You are a Maui old-timer if you remember filling your opu at:
* Aloha Restaurant on Puunene Avenue in Kahului. During the 1960s and 1970s, the restaurant was a favorite of those wanting authentic Hawaiian food and beer. Its liquor store led the island in Budweiser sales by the case.
* Port Town Delicatessen. Oriental food served on the Wailuku side of the Kahului Shopping Center, which also featured Harold's Inn built around a monkeypod tree.
* Two Kahului Shopping Center drug stores. Craft's Drug Store was known for its daily hot-lunch specials. Toda Drugs had a two-hoop fountain. One side was informally reserved for a select crowd of businessmen. Mae McCarter upset the old boys when she sat down on "their" side.
* The A&W Drive In. Cupie Yoshigawa opened it after running the Maui Pineapple Co. cafeteria at the cannery. It's still in business as Cupie's next to the Chevron station at the corner of Lono and Kamehameha avenues.
* The Frontier, later named The Landing, then the Chart House and now Carrie & Eddie's Hideaway. It sits on the beach at Kahului Harbor. Built by Edwin Wasano. In the 1970s, the Maui Chamber of Commerce held lunch meetings in a railroad car annex to the restaurant. The Landing was one of many restaurants run by Webb Beggs - Aloha Bowl, Whale's Tail in Lahaina and Gate 21 at the Kahului Airport.
* The Wailuku Grand Hotel at the corner of Main and Church streets in Wailuku. Mayor Eddie Tam and The Maui News Managing Editor Ezra Crane got together there almost daily to play cards.
* The Wailuku Hotel just up Main Street. It had a huge garden bar and was famous for holiday dinners and banquets.
* Shirley's at the corner of Main and Market. Great breakfasts. Later it became Carlene's where a baker was then Public Defender Joel August. Down Market Street there was the Turtle Back Bar. Separate buildings for the bar, kitchen and lua. Very local breakfasts benefitted from liberal doses of tabasco.
* Tokyo Tei across from the Wailuku Fire Station. It was a combination restaurant and nightclub that at one time featured strippers from Japan. Great tempura. It burned down and was moved to the parking-lot level of the Puuone Building on Lower Main.
* Naokee's Steak House in the shadow of the bridge leading into Wailuku. Popular bar on one side, restaurant on the other. No matter what you ordered there was always kim chee on your plate. Today, Vietnamese food is the draw at the now Saigon Cafe.
* The Iao Valley Lodge below Kepaniwai Park. It was also a nightclub, featuring dancing.
* The Golden Jade, Maui Drugstore, City Mart, Sweet Shoppe, Omura's Sundries, Happy Valley Tavern and the Ling Wo Restaurant. All on mauka side of Market Street. The makai side of Market Street was home for Takeyama Restaurant and the Ling Wo Chinese restaurant on the second floor above the Mabuhay Barber Shop.

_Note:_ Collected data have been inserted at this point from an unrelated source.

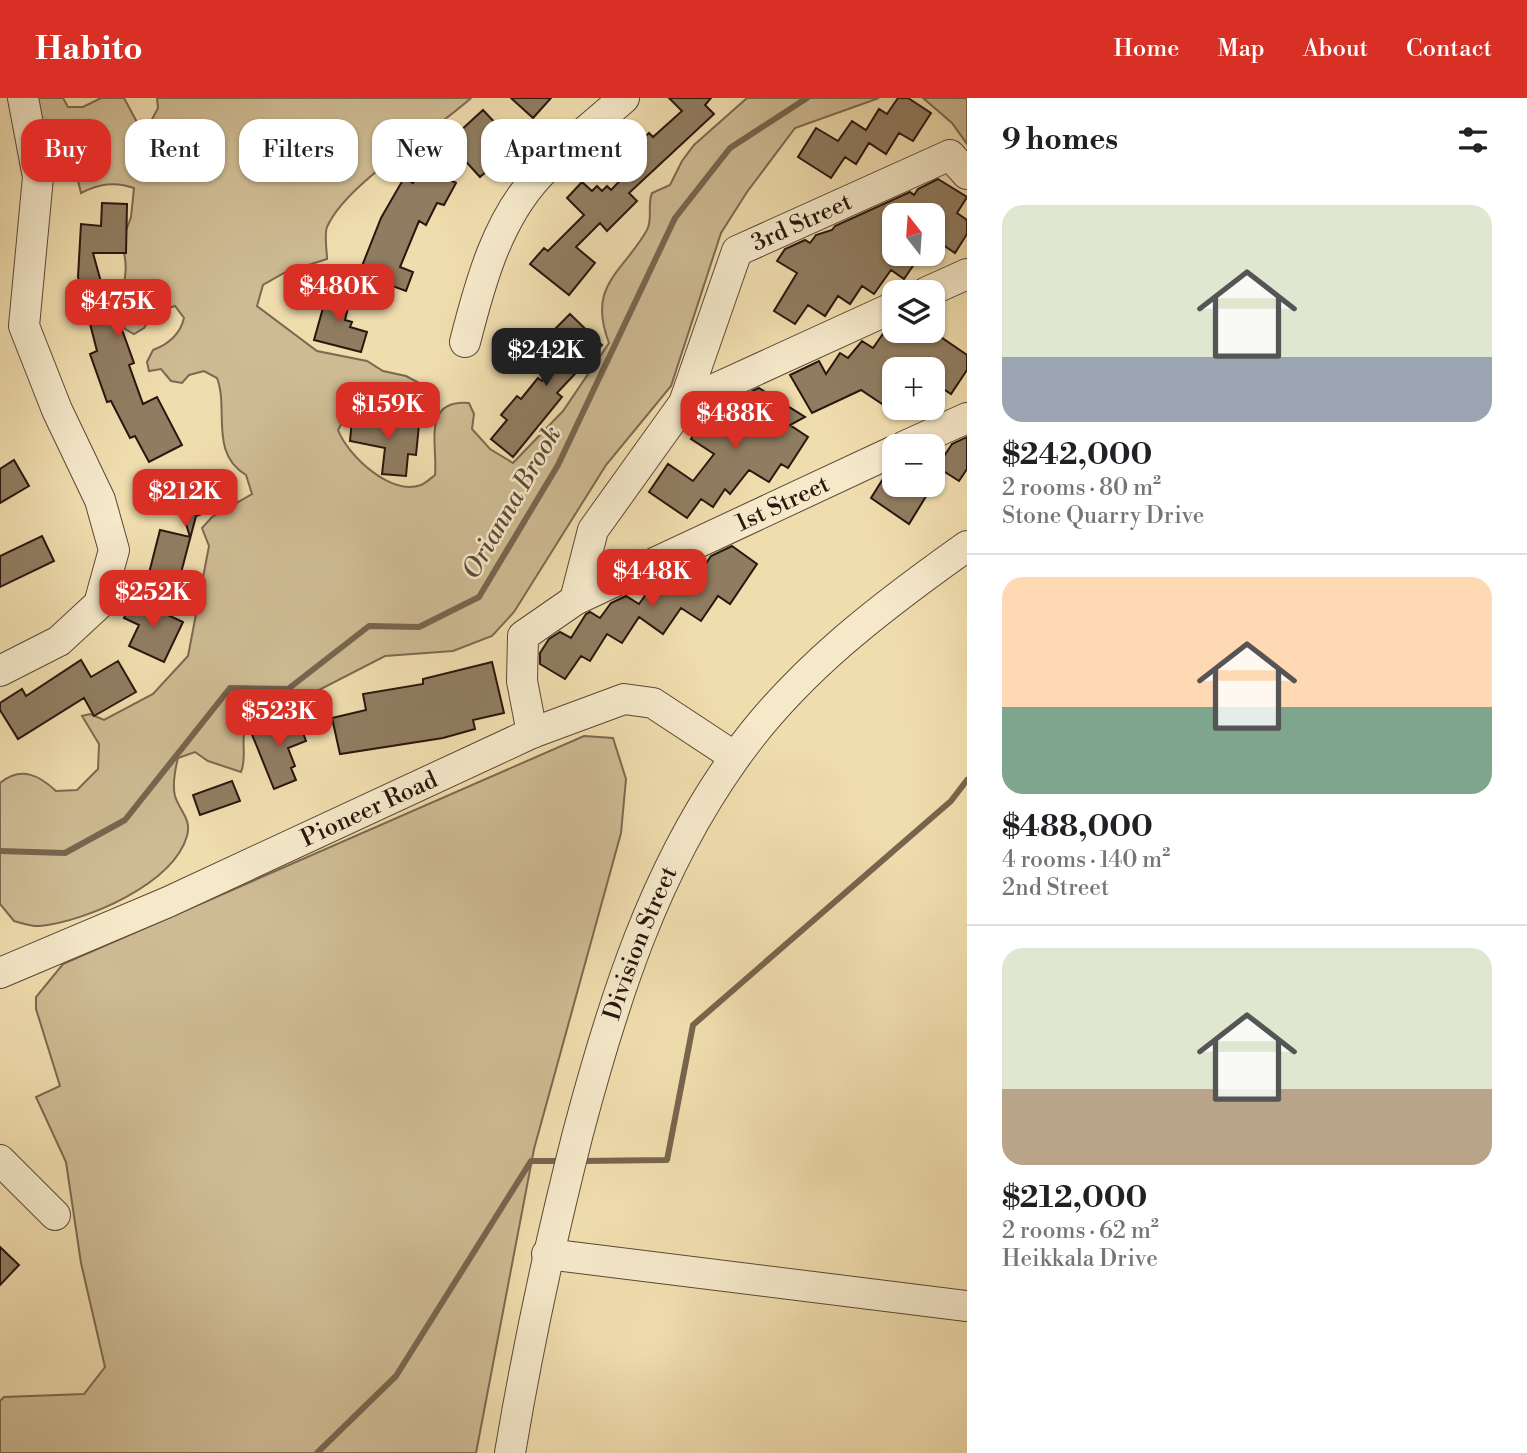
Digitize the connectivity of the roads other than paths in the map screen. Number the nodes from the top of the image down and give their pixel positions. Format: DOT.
graph roads {
  1 [pos="23,98"];
  2 [pos="624,98"];
  3 [pos="967,174"];
  4 [pos="967,274"];
  5 [pos="945,284"];
  6 [pos="882,312"];
  7 [pos="465,342"];
  8 [pos="684,403"];
  9 [pos="967,418"];
  10 [pos="932,434"];
  11 [pos="882,457"];
  12 [pos="967,546"];
  13 [pos="575,600"];
  14 [pos="0,671"];
  15 [pos="532,733"];
  16 [pos="735,757"];
  17 [pos="0,973"];
  18 [pos="0,1160"];
  19 [pos="55,1215"];
  20 [pos="547,1254"];
  21 [pos="967,1306"];
  22 [pos="510,1453"];
  1 -- 14 [label="street"];
  2 -- 7 [label="street"];
  3 -- 8 [label="street, 3rd Street"];
  4 -- 5 [label="street"];
  6 -- 8 [label="street"];
  8 -- 13 [label="street"];
  9 -- 10 [label="street"];
  11 -- 13 [label="street, 1st Street"];
  12 -- 16 [label="street, Division Street"];
  13 -- 15 [label="street, 1st Street"];
  15 -- 16 [label="street, Pioneer Road"];
  15 -- 17 [label="street, Pioneer Road"];
  16 -- 20 [label="street, Division Street"];
  18 -- 19 [label="street"];
  20 -- 21 [label="street"];
  20 -- 22 [label="street, Division Street"];
}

* House of Ah Sui Dang, a Chinese restaurant next to where the Wailuku Bank of Hawaii stands.
* The Kula Lodge when it was run by Frank James. It had a "serve yourself bar," according to one of the era's heavy drinkers. In the 1970s, the lodge hosted an annual Halloween costume party and rock 'n' roll bands. Popular with musicians and young people; not so much with neighbors.
* A party catered by Patsy Kinoshita in Paia. Old style heavy pupu, special recipes for large, plantation parties in the 1950s.
* Kurasaki's. Begun in Paia, it was moved to above Aloha Bowl then to the Maui Palms. Reasonable prices for family meals and steaks.
* Club Rodeo. Sub Molina ran the place. Prime rib was a big draw. Flip the plates and you'd see U.S. Navy printed on the bottoms. That was only appropriate since the building in Makawao was turned into a USO club during the war by Ethel Baldwin.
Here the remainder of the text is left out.